What the exercise asks: Would you retype the records below exactly as they appear?

Supplied data:
+++
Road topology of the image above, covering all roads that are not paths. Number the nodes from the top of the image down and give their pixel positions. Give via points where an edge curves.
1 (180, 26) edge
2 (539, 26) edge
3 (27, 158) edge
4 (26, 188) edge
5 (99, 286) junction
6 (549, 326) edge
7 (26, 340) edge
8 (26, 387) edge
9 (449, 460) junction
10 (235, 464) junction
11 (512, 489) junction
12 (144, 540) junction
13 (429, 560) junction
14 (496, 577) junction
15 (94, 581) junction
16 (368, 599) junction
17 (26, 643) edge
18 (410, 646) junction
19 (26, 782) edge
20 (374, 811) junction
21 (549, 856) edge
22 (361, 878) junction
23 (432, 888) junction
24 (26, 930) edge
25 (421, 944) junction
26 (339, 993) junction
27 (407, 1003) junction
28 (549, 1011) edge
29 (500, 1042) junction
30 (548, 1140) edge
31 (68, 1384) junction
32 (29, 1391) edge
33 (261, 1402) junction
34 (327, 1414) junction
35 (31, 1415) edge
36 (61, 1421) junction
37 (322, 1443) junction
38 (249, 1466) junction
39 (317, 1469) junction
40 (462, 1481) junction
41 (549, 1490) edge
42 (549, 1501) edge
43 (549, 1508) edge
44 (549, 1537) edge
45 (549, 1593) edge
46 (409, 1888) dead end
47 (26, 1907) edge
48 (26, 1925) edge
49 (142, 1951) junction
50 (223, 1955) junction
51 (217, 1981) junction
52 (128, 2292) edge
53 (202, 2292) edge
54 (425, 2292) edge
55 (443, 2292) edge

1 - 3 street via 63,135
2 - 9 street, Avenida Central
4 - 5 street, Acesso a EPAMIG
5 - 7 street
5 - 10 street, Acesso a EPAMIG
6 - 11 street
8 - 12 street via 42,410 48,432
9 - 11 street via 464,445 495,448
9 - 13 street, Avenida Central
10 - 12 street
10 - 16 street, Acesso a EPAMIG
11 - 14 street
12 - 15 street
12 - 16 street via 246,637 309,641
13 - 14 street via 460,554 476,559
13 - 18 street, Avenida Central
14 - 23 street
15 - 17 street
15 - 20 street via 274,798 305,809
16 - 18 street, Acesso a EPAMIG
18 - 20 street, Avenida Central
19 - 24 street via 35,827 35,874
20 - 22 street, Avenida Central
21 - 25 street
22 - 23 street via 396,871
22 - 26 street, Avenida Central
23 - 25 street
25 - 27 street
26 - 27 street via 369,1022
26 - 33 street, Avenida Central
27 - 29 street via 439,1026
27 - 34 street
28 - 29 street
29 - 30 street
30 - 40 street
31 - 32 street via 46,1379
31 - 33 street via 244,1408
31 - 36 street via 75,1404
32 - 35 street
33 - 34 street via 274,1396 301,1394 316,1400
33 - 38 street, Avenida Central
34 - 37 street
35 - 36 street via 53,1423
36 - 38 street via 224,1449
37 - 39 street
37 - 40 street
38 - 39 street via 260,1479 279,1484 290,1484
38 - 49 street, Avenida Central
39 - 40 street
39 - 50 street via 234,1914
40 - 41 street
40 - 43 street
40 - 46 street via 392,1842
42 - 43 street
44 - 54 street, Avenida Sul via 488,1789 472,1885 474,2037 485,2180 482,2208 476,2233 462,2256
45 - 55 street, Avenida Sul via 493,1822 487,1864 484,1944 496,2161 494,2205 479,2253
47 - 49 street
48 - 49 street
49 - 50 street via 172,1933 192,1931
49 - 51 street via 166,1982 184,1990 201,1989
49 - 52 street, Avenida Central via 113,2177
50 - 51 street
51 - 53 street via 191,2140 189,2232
+++
Written answer:
Road topology of the image above, covering all roads that are not paths. Number the nodes from the top of the image down and give their pixel positions. Give via points where an edge curves.
1 (180, 26) edge
2 (539, 26) edge
3 (27, 158) edge
4 (26, 188) edge
5 (99, 286) junction
6 (549, 326) edge
7 (26, 340) edge
8 (26, 387) edge
9 (449, 460) junction
10 (235, 464) junction
11 (512, 489) junction
12 (144, 540) junction
13 (429, 560) junction
14 (496, 577) junction
15 (94, 581) junction
16 (368, 599) junction
17 (26, 643) edge
18 (410, 646) junction
19 (26, 782) edge
20 (374, 811) junction
21 (549, 856) edge
22 (361, 878) junction
23 (432, 888) junction
24 (26, 930) edge
25 (421, 944) junction
26 (339, 993) junction
27 (407, 1003) junction
28 (549, 1011) edge
29 (500, 1042) junction
30 (548, 1140) edge
31 (68, 1384) junction
32 (29, 1391) edge
33 (261, 1402) junction
34 (327, 1414) junction
35 (31, 1415) edge
36 (61, 1421) junction
37 (322, 1443) junction
38 (249, 1466) junction
39 (317, 1469) junction
40 (462, 1481) junction
41 (549, 1490) edge
42 (549, 1501) edge
43 (549, 1508) edge
44 (549, 1537) edge
45 (549, 1593) edge
46 (409, 1888) dead end
47 (26, 1907) edge
48 (26, 1925) edge
49 (142, 1951) junction
50 (223, 1955) junction
51 (217, 1981) junction
52 (128, 2292) edge
53 (202, 2292) edge
54 (425, 2292) edge
55 (443, 2292) edge

1 - 3 street via 63,135
2 - 9 street, Avenida Central
4 - 5 street, Acesso a EPAMIG
5 - 7 street
5 - 10 street, Acesso a EPAMIG
6 - 11 street
8 - 12 street via 42,410 48,432
9 - 11 street via 464,445 495,448
9 - 13 street, Avenida Central
10 - 12 street
10 - 16 street, Acesso a EPAMIG
11 - 14 street
12 - 15 street
12 - 16 street via 246,637 309,641
13 - 14 street via 460,554 476,559
13 - 18 street, Avenida Central
14 - 23 street
15 - 17 street
15 - 20 street via 274,798 305,809
16 - 18 street, Acesso a EPAMIG
18 - 20 street, Avenida Central
19 - 24 street via 35,827 35,874
20 - 22 street, Avenida Central
21 - 25 street
22 - 23 street via 396,871
22 - 26 street, Avenida Central
23 - 25 street
25 - 27 street
26 - 27 street via 369,1022
26 - 33 street, Avenida Central
27 - 29 street via 439,1026
27 - 34 street
28 - 29 street
29 - 30 street
30 - 40 street
31 - 32 street via 46,1379
31 - 33 street via 244,1408
31 - 36 street via 75,1404
32 - 35 street
33 - 34 street via 274,1396 301,1394 316,1400
33 - 38 street, Avenida Central
34 - 37 street
35 - 36 street via 53,1423
36 - 38 street via 224,1449
37 - 39 street
37 - 40 street
38 - 39 street via 260,1479 279,1484 290,1484
38 - 49 street, Avenida Central
39 - 40 street
39 - 50 street via 234,1914
40 - 41 street
40 - 43 street
40 - 46 street via 392,1842
42 - 43 street
44 - 54 street, Avenida Sul via 488,1789 472,1885 474,2037 485,2180 482,2208 476,2233 462,2256
45 - 55 street, Avenida Sul via 493,1822 487,1864 484,1944 496,2161 494,2205 479,2253
47 - 49 street
48 - 49 street
49 - 50 street via 172,1933 192,1931
49 - 51 street via 166,1982 184,1990 201,1989
49 - 52 street, Avenida Central via 113,2177
50 - 51 street
51 - 53 street via 191,2140 189,2232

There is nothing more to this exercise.